[Data entries]
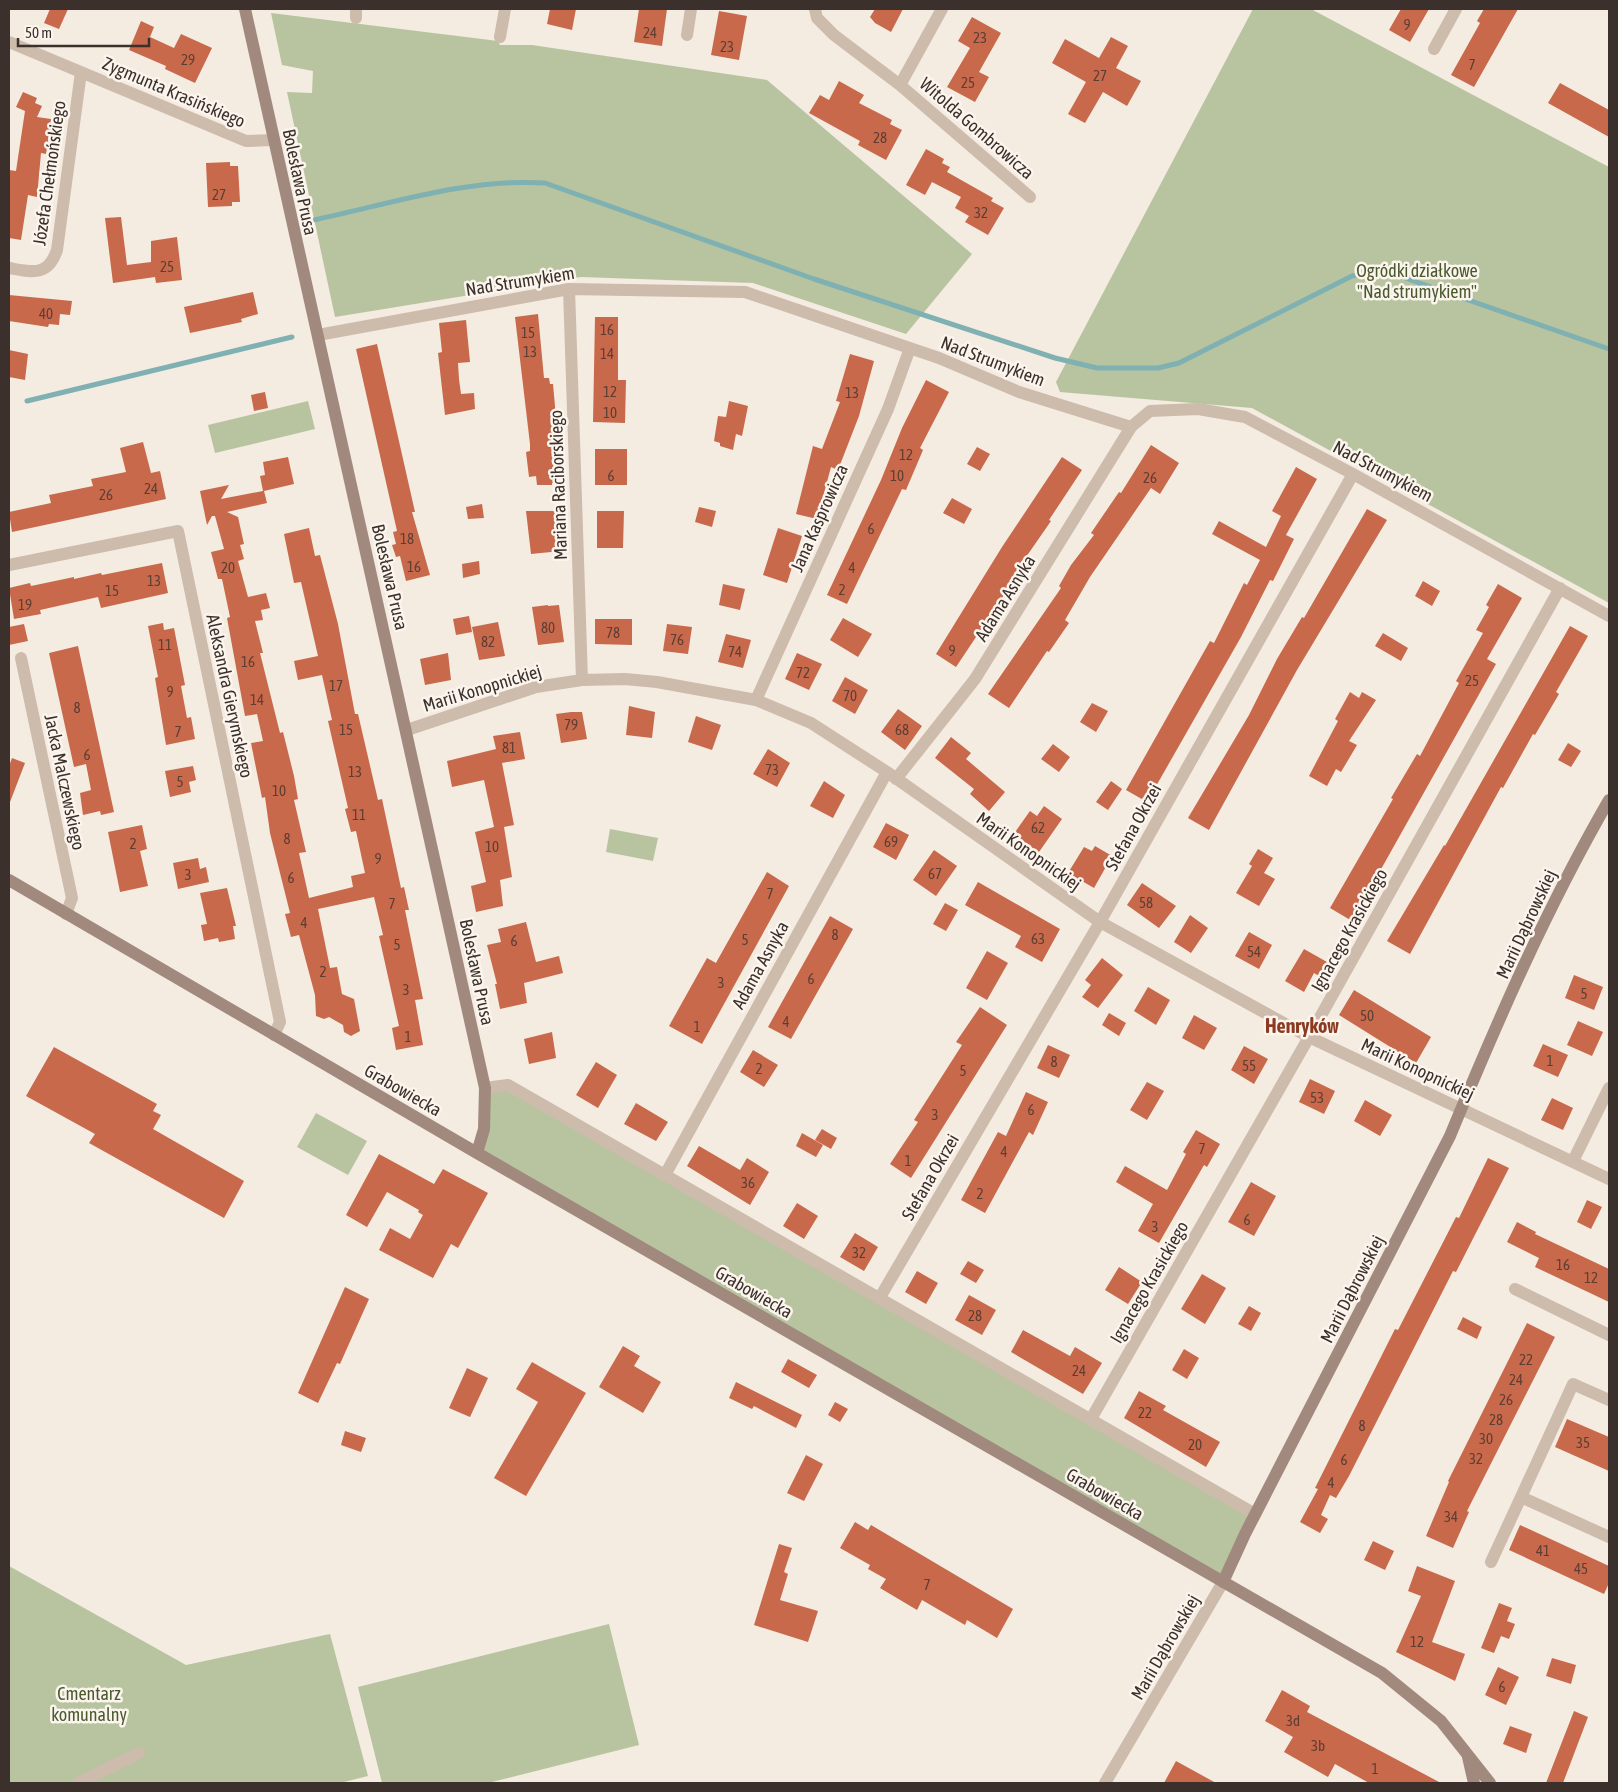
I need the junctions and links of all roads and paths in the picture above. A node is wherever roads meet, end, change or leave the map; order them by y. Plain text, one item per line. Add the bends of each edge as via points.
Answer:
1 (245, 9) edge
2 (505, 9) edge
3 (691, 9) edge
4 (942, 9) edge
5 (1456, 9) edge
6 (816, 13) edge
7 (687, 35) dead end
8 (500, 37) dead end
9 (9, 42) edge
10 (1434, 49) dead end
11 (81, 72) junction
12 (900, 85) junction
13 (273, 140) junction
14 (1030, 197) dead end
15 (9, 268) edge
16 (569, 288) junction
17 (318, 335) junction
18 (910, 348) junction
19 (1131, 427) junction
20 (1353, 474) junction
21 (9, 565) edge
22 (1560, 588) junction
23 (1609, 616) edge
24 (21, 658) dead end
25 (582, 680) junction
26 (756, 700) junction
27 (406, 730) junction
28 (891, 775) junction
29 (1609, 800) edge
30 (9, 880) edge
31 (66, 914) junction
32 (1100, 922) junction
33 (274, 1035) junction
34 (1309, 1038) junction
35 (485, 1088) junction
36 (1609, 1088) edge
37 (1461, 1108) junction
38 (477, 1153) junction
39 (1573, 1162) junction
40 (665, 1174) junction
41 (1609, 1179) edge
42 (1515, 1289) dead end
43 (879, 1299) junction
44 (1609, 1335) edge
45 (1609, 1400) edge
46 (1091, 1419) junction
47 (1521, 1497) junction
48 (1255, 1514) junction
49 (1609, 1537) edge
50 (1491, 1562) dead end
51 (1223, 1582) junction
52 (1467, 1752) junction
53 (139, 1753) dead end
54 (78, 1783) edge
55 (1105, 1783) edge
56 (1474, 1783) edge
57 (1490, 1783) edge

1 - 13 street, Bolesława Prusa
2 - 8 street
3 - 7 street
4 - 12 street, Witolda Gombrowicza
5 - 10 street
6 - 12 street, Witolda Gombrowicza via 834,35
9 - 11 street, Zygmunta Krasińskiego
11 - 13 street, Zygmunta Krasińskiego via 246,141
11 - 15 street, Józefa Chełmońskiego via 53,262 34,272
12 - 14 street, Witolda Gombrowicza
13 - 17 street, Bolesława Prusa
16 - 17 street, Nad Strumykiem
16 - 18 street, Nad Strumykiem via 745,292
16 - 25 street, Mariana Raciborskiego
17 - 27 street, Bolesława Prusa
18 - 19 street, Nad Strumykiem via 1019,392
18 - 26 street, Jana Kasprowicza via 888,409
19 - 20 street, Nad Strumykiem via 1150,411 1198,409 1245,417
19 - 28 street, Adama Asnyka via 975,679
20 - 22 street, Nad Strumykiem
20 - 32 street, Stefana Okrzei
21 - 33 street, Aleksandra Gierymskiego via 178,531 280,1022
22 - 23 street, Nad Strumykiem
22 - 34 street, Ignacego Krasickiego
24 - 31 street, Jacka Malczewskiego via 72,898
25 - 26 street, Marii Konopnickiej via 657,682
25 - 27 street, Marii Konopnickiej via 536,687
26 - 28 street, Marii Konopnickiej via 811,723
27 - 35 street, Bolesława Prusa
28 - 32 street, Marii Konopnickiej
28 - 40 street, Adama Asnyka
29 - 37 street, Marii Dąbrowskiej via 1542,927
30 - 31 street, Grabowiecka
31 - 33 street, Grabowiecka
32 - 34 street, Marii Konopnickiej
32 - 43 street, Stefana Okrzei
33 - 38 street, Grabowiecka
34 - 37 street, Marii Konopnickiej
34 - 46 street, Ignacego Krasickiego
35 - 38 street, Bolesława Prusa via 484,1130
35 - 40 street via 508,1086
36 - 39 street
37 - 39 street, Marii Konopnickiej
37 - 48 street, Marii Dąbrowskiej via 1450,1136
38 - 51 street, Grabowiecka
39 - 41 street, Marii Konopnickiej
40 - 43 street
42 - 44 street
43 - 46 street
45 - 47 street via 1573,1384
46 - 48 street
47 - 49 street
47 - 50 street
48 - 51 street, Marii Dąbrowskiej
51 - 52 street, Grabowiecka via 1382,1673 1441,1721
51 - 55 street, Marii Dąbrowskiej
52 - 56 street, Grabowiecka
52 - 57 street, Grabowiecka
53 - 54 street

Your goal:
Each line above with the string "Marii" should be reported in full.

The answer:
25 - 26 street, Marii Konopnickiej via 657,682
25 - 27 street, Marii Konopnickiej via 536,687
26 - 28 street, Marii Konopnickiej via 811,723
28 - 32 street, Marii Konopnickiej
29 - 37 street, Marii Dąbrowskiej via 1542,927
32 - 34 street, Marii Konopnickiej
34 - 37 street, Marii Konopnickiej
37 - 39 street, Marii Konopnickiej
37 - 48 street, Marii Dąbrowskiej via 1450,1136
39 - 41 street, Marii Konopnickiej
48 - 51 street, Marii Dąbrowskiej
51 - 55 street, Marii Dąbrowskiej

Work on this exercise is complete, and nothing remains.